Like most of Campagnolo's clothing items, the gloves are cut small, meaning that my typically 'medium' hands fit nicely in a size large glove. Obviously hands differ, but I did find in my experience that the index fingers on each glove could stand to be just a bit longer, as the tips of my index fingers would often press against the end of the glove, something which quickly becomes uncomfortable, particularly in cold weather. This was thankfully not noticeable all the time, but it did just enough to prompt a little discomfort on occasion.
The grey/silver colour is once again a nice neutral look, and the materials used are durable. The entire palm area is reinforced, with a thin but effective pad to absorb shock on the outside of the hand, opposite the thumb. Riding in an urban environment means frequent brushes of tires to clear off bits of broken glass, and the gloves are holding up nicely to the abrasive friction on either the palm or fingertips.
Finally, the gloves extend just far enough past the wrist to overlap a jacket sleeve, creating that nice winter seal between hands and arms. The velcro wrist closure is not terribly important, as the gloves fit nicely over a sleeve without letting air in, and I am able to remove and replace the gloves without bothering to under/refasten the velcro at the wrist.

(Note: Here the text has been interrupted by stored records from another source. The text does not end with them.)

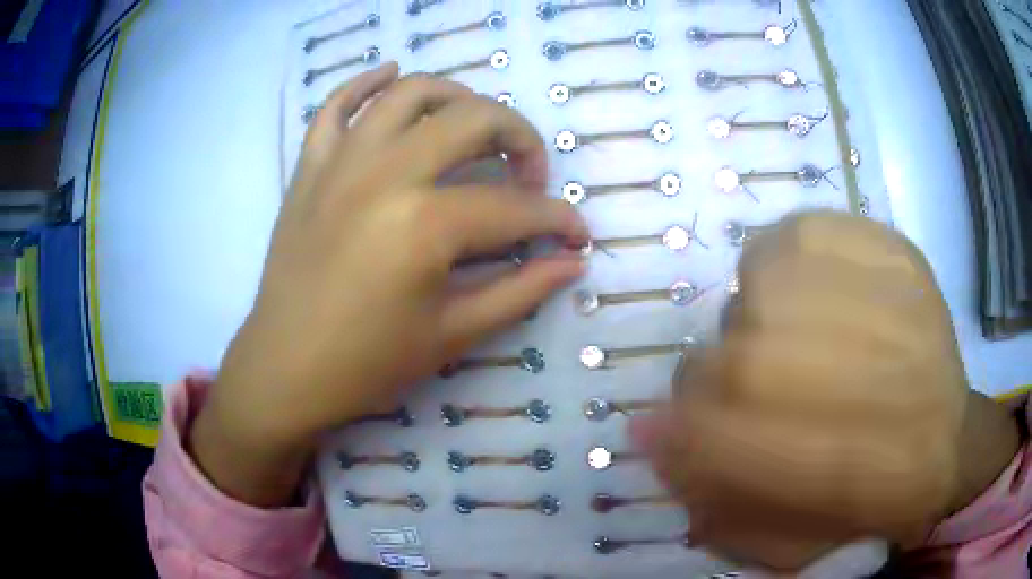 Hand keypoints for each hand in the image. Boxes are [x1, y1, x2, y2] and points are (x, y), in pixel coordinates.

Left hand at [189, 64, 588, 504]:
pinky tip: (391, 73)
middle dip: (520, 139)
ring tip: (475, 123)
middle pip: (473, 120)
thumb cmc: (368, 363)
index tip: (577, 234)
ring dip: (456, 96)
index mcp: (425, 225)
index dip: (558, 220)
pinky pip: (336, 105)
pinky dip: (365, 82)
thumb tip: (573, 261)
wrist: (286, 368)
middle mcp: (385, 174)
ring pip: (410, 93)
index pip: (515, 208)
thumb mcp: (454, 335)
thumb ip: (521, 290)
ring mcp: (341, 163)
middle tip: (529, 176)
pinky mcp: (311, 167)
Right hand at [632, 213, 1018, 571]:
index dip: (682, 430)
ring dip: (757, 316)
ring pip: (759, 279)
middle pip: (732, 355)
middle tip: (755, 395)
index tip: (682, 433)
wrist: (949, 440)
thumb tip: (650, 435)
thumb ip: (708, 500)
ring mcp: (880, 294)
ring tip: (793, 339)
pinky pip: (802, 232)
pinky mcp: (891, 246)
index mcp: (831, 469)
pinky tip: (816, 291)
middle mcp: (854, 376)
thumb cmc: (865, 504)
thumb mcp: (777, 542)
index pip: (705, 430)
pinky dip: (790, 257)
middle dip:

All in all, very high marks for Campagnolo's foray into winter clothing. This is a domain where function is much more important than style, but Campy's sleek silver colour scheme still provides a simple but stylish alternative to the colour-overload of most cycling clothing. Personally I might opt for tights that feature more black than grey, but otherwise the ensemble looks great and keeps out the cold.